Top of Records for the task

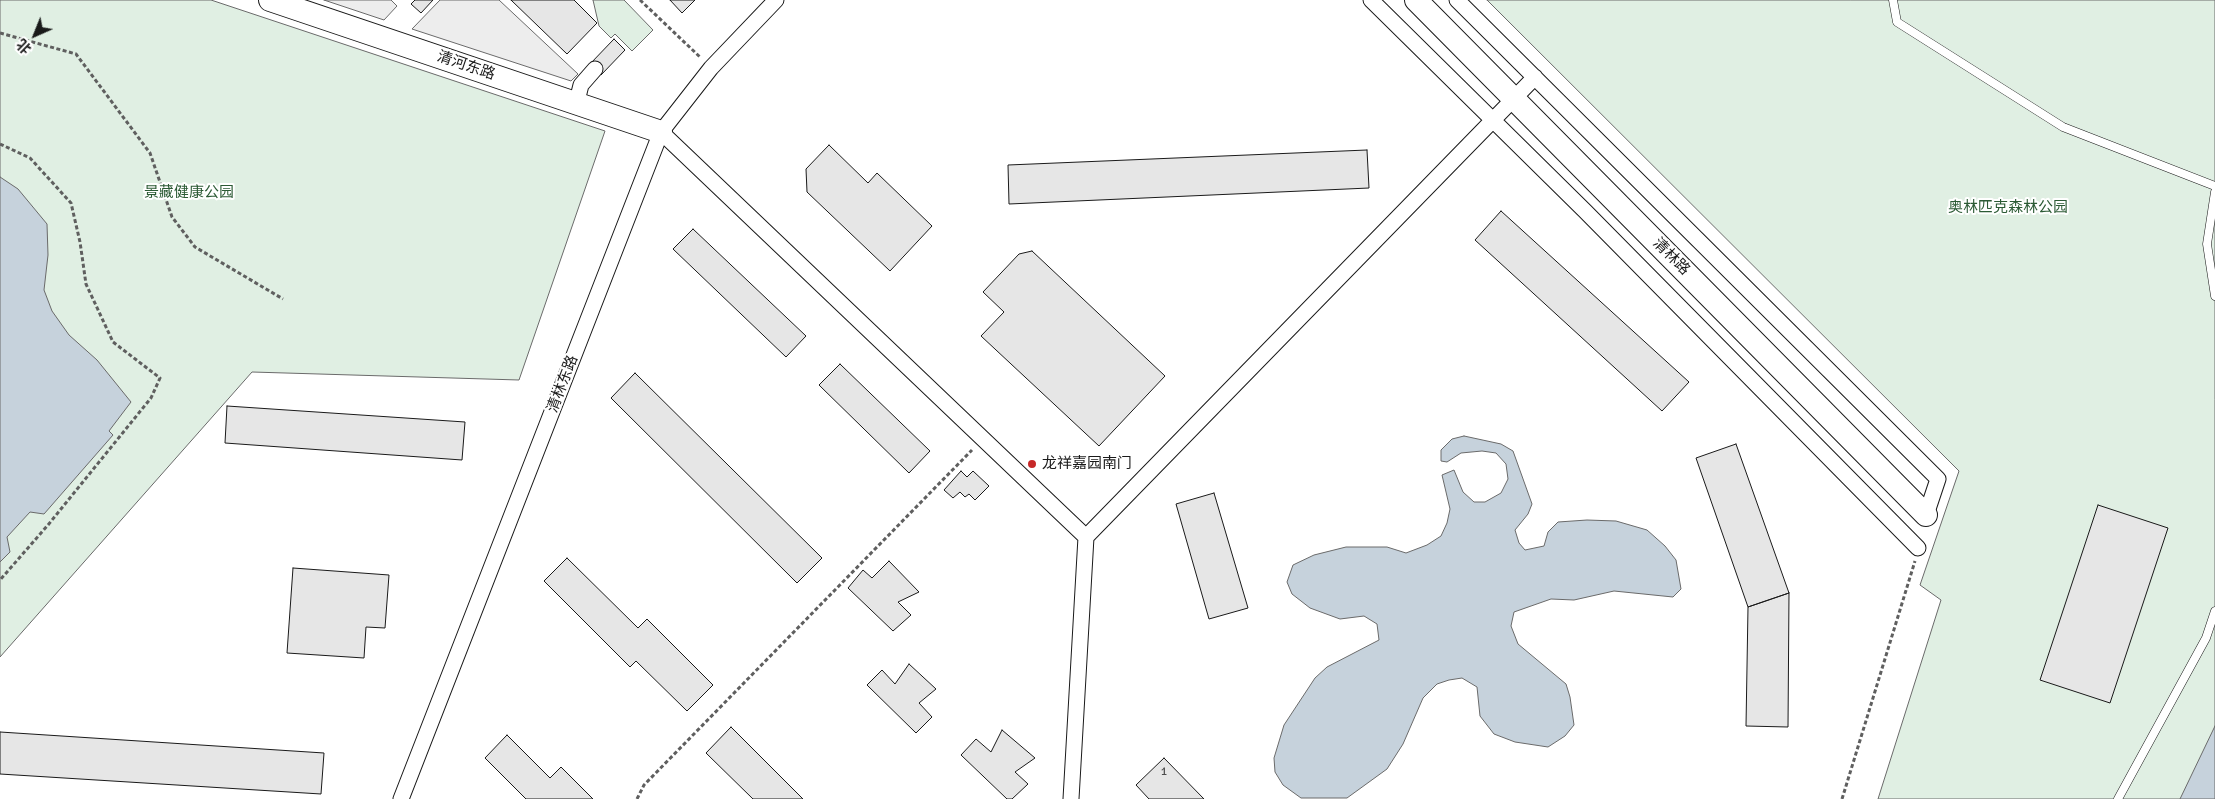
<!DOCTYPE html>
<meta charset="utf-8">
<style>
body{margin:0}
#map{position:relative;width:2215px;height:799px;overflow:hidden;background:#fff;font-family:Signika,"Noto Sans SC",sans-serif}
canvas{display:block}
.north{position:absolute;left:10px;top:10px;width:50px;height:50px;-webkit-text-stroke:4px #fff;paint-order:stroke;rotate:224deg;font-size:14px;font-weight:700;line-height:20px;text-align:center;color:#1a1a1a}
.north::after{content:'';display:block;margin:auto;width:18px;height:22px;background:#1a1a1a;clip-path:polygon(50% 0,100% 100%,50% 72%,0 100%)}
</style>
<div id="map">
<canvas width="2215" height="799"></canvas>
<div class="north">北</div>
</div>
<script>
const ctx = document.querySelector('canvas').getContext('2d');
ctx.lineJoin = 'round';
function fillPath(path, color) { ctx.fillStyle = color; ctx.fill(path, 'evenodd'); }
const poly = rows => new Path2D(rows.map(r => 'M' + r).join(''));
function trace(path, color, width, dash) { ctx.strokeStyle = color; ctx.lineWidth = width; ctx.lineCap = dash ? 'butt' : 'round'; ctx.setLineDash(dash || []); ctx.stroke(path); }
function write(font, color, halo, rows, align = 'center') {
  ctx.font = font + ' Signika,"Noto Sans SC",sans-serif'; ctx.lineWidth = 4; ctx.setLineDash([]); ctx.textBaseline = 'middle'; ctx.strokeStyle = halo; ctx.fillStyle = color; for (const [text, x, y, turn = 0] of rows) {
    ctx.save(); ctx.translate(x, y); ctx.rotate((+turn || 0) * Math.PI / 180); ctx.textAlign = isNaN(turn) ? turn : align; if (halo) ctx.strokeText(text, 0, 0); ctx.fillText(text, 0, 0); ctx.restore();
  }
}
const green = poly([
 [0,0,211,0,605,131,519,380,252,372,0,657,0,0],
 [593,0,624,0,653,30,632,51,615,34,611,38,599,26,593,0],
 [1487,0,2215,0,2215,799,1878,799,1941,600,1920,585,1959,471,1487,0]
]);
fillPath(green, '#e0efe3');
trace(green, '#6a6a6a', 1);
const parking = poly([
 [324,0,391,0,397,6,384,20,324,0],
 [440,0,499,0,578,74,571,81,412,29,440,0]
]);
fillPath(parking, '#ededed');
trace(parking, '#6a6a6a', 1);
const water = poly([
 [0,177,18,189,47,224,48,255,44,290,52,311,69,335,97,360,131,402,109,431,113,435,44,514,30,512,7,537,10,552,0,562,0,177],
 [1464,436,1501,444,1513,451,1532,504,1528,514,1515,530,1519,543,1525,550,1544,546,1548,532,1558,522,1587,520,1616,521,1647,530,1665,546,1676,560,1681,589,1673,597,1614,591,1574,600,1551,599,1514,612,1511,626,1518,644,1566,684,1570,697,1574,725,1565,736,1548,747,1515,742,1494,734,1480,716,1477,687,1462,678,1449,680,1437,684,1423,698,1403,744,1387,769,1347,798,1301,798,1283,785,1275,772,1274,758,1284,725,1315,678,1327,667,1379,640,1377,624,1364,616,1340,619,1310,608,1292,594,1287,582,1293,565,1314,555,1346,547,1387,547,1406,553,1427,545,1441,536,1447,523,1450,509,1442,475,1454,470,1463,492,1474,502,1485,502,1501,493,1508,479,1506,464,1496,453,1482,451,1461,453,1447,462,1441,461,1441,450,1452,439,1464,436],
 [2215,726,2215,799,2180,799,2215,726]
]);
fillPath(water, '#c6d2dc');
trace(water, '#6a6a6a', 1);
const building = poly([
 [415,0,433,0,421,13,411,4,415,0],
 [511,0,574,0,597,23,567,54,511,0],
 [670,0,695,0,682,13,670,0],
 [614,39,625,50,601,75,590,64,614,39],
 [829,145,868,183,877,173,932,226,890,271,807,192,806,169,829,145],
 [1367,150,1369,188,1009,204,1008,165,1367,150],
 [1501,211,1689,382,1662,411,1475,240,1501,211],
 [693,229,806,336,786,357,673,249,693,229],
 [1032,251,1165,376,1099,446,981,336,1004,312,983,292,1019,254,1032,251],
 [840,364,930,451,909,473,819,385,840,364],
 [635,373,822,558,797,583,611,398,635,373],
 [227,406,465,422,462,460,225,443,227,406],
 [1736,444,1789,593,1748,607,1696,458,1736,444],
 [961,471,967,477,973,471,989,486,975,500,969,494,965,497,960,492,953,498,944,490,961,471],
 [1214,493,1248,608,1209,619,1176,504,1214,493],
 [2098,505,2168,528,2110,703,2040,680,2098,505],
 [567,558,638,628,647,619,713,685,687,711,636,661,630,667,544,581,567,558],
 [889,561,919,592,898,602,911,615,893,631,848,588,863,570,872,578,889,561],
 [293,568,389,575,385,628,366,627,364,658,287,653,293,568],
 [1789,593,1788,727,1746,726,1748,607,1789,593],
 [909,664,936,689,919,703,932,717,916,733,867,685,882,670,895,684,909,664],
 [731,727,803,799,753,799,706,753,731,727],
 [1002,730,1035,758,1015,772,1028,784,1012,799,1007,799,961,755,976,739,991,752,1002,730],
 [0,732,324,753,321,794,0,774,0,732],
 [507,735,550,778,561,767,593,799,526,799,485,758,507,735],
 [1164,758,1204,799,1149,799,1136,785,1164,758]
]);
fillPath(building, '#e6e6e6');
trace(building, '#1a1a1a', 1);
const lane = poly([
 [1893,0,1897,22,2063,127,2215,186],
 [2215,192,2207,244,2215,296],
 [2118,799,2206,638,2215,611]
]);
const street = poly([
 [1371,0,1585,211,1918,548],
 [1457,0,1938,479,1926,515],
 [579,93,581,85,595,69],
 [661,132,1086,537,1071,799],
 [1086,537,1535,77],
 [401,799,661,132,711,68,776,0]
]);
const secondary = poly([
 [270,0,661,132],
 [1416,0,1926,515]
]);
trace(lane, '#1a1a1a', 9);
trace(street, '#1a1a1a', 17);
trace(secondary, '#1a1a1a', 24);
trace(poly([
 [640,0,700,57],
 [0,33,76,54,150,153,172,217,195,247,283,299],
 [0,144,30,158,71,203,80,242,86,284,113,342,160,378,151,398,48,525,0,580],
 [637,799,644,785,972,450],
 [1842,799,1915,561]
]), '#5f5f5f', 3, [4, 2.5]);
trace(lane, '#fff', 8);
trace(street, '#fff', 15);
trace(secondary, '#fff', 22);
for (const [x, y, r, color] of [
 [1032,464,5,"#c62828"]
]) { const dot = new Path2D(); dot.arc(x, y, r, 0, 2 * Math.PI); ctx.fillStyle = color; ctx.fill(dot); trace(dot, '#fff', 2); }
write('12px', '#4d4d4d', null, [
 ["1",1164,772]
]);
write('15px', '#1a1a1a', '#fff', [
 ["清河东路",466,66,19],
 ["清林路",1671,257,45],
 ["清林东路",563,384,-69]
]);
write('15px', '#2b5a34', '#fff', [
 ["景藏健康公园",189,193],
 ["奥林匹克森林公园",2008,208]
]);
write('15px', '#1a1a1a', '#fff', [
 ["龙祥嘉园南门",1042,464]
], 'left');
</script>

Bottom of Records for the task

Activity: The answer must be the lines from the first one in the records through the line containing "function write(font, color, halo, rows, align", copied exactly, with no pictures.

Solution:
<!DOCTYPE html>
<meta charset="utf-8">
<style>
body{margin:0}
#map{position:relative;width:2215px;height:799px;overflow:hidden;background:#fff;font-family:Signika,"Noto Sans SC",sans-serif}
canvas{display:block}
.north{position:absolute;left:10px;top:10px;width:50px;height:50px;-webkit-text-stroke:4px #fff;paint-order:stroke;rotate:224deg;font-size:14px;font-weight:700;line-height:20px;text-align:center;color:#1a1a1a}
.north::after{content:'';display:block;margin:auto;width:18px;height:22px;background:#1a1a1a;clip-path:polygon(50% 0,100% 100%,50% 72%,0 100%)}
</style>
<div id="map">
<canvas width="2215" height="799"></canvas>
<div class="north">北</div>
</div>
<script>
const ctx = document.querySelector('canvas').getContext('2d');
ctx.lineJoin = 'round';
function fillPath(path, color) { ctx.fillStyle = color; ctx.fill(path, 'evenodd'); }
const poly = rows => new Path2D(rows.map(r => 'M' + r).join(''));
function trace(path, color, width, dash) { ctx.strokeStyle = color; ctx.lineWidth = width; ctx.lineCap = dash ? 'butt' : 'round'; ctx.setLineDash(dash || []); ctx.stroke(path); }
function write(font, color, halo, rows, align = 'center') {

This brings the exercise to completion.